** Opening Supplied entries block **
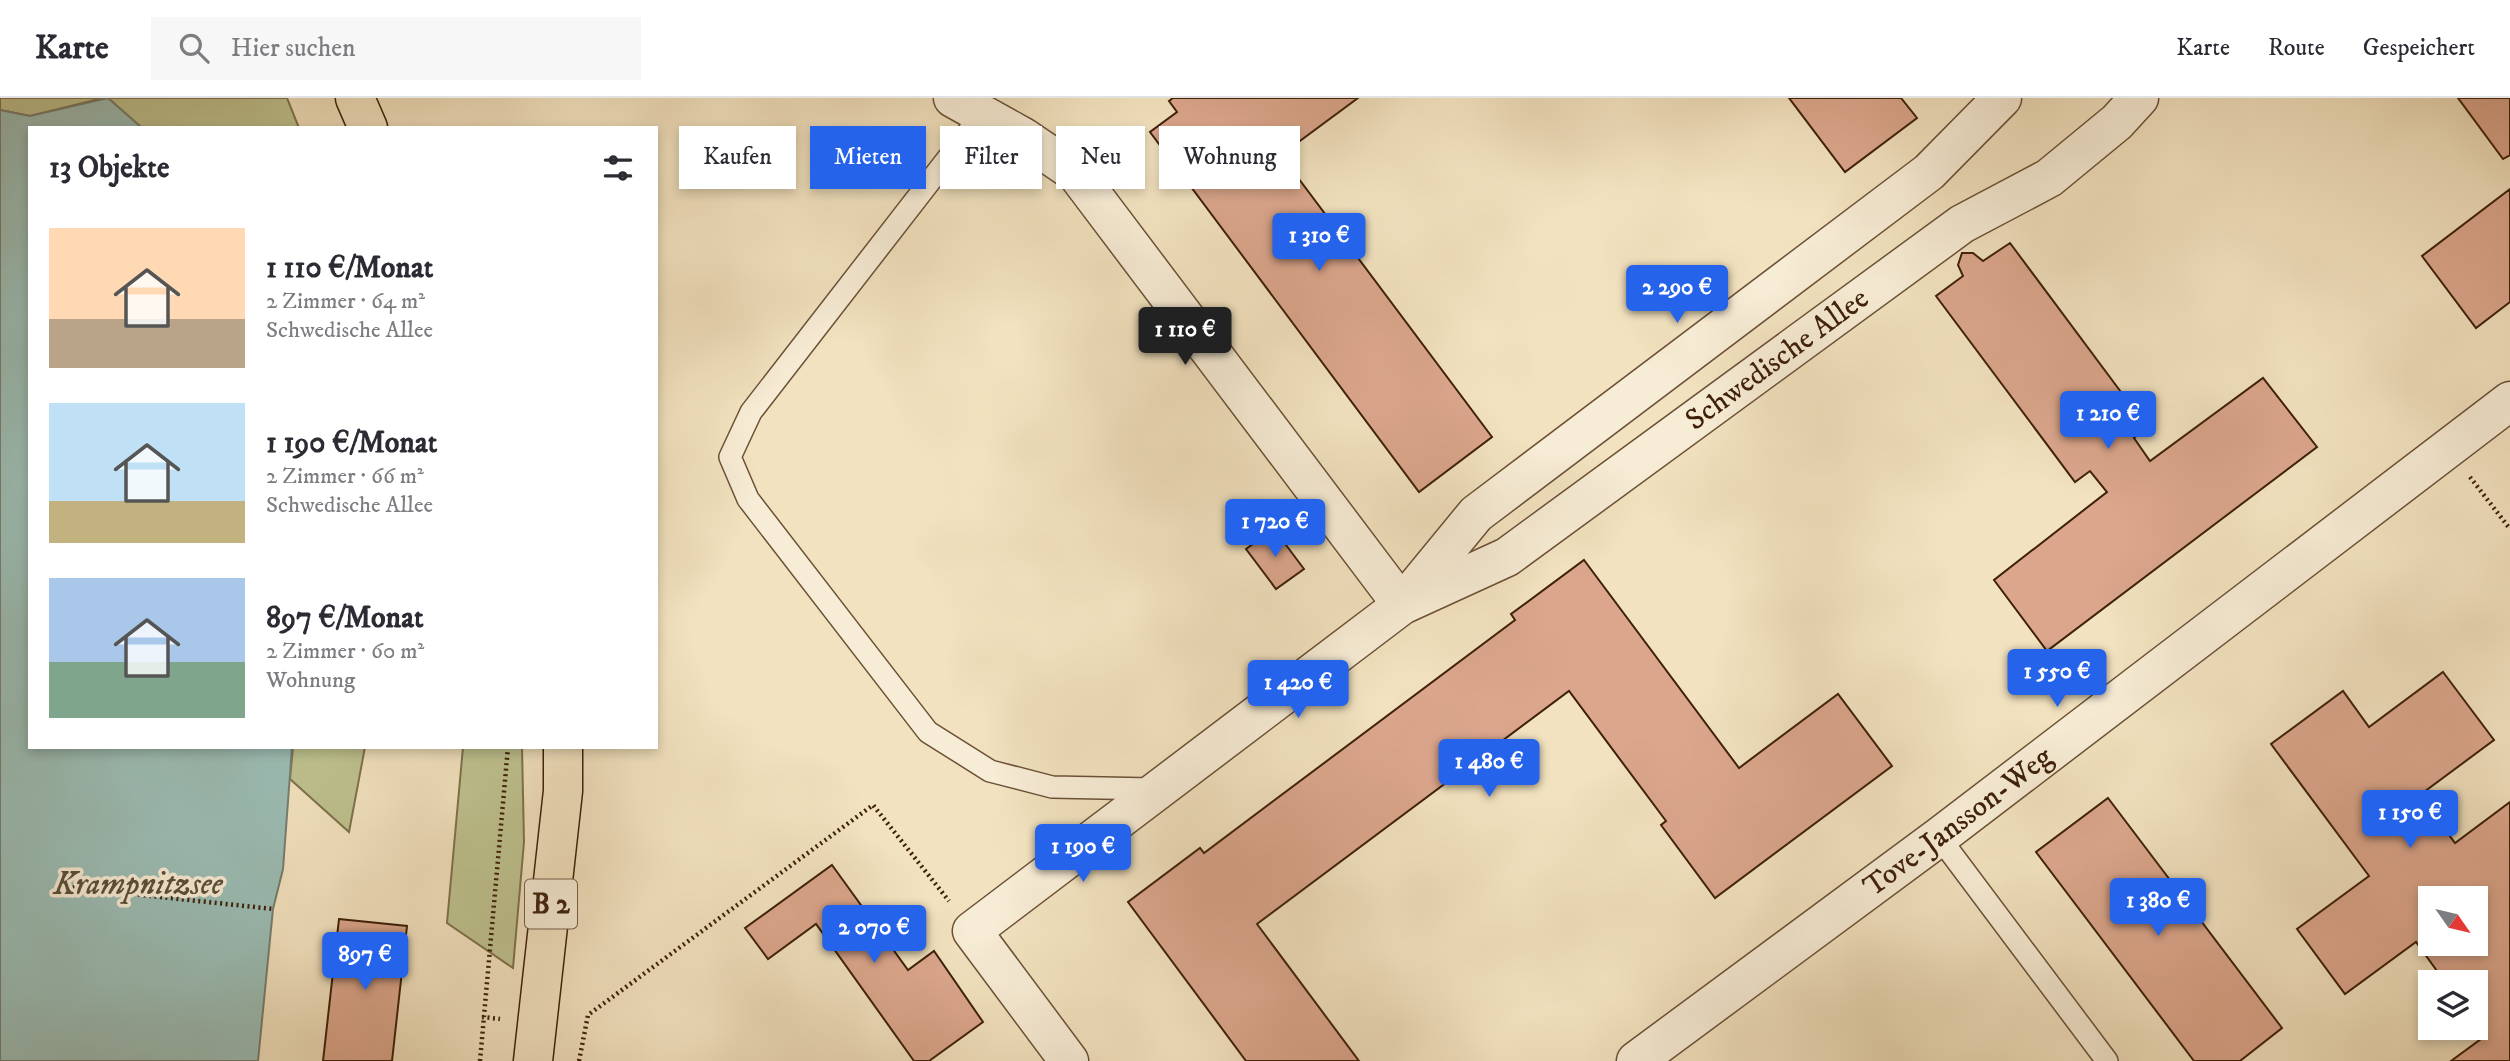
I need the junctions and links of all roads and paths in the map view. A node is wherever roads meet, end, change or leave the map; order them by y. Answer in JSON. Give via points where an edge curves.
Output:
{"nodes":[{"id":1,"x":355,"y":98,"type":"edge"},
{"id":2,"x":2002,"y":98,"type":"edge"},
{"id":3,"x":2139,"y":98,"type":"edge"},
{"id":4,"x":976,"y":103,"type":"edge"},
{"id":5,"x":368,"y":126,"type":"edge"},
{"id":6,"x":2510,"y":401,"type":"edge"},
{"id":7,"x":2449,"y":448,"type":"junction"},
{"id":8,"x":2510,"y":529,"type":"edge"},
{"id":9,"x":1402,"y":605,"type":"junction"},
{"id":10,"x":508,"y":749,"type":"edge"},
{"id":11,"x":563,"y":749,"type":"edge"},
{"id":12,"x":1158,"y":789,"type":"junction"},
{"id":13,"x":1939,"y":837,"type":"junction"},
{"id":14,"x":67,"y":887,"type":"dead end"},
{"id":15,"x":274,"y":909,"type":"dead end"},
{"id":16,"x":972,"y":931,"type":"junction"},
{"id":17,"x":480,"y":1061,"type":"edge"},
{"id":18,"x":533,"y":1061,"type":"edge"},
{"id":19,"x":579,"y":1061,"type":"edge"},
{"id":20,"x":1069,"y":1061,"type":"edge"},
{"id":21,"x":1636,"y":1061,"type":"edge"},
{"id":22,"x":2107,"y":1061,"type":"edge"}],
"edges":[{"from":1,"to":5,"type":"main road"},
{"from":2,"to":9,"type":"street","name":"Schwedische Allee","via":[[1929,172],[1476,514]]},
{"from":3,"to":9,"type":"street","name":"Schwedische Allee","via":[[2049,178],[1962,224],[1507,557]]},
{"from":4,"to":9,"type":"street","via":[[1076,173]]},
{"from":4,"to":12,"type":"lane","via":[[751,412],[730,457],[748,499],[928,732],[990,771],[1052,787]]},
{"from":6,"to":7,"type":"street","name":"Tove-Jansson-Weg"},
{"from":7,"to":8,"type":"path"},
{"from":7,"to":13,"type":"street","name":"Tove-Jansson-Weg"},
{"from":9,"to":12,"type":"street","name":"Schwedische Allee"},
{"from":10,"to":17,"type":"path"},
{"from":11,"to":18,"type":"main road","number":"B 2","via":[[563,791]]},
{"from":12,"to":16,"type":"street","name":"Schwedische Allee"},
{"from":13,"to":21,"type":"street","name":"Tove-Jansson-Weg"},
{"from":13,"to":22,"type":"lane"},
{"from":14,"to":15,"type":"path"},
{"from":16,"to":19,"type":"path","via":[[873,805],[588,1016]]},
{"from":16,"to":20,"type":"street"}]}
** Closing Supplied entries block **
** Opening Supplied entries block **
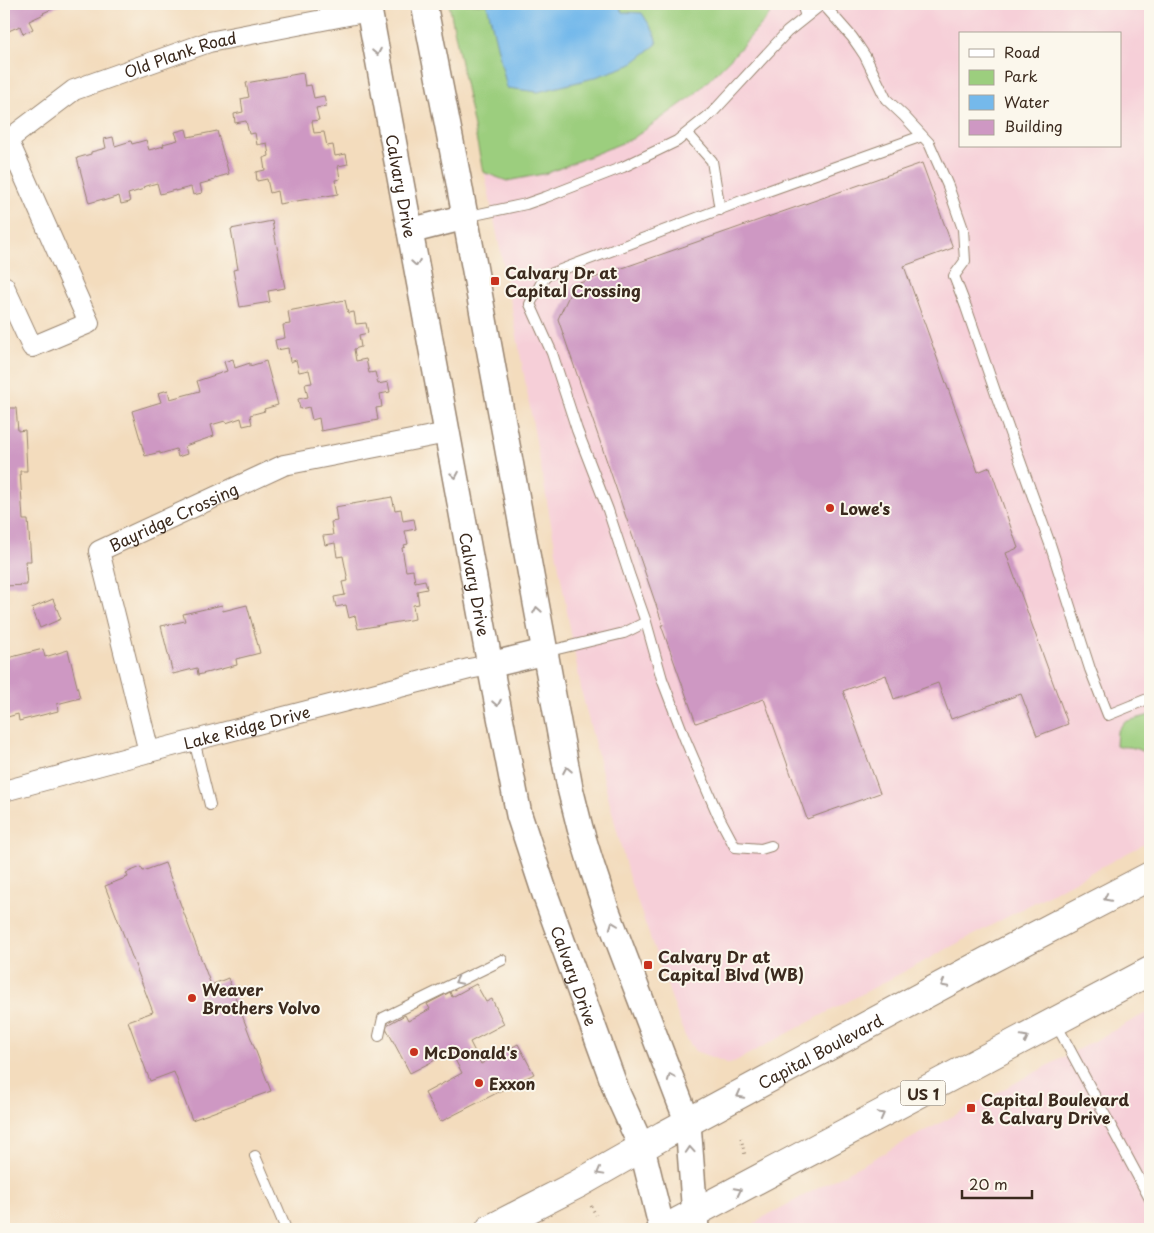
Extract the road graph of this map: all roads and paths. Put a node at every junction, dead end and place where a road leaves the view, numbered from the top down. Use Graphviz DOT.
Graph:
** Closing Supplied entries block **
Directions: For each line in the records that contains the word "roads", make a copy.

Worked solution:
I need the junctions and links of all roads and paths in the map view. A node is wherever roads meet, end, change or leave the map; order them by y. Answer in JSON. Give via points where an edge curves.
Extract the road graph of this map: all roads and paths. Put a node at every junction, dead end and place where a road leaves the view, numbered from the top down. Use Graphviz DOT.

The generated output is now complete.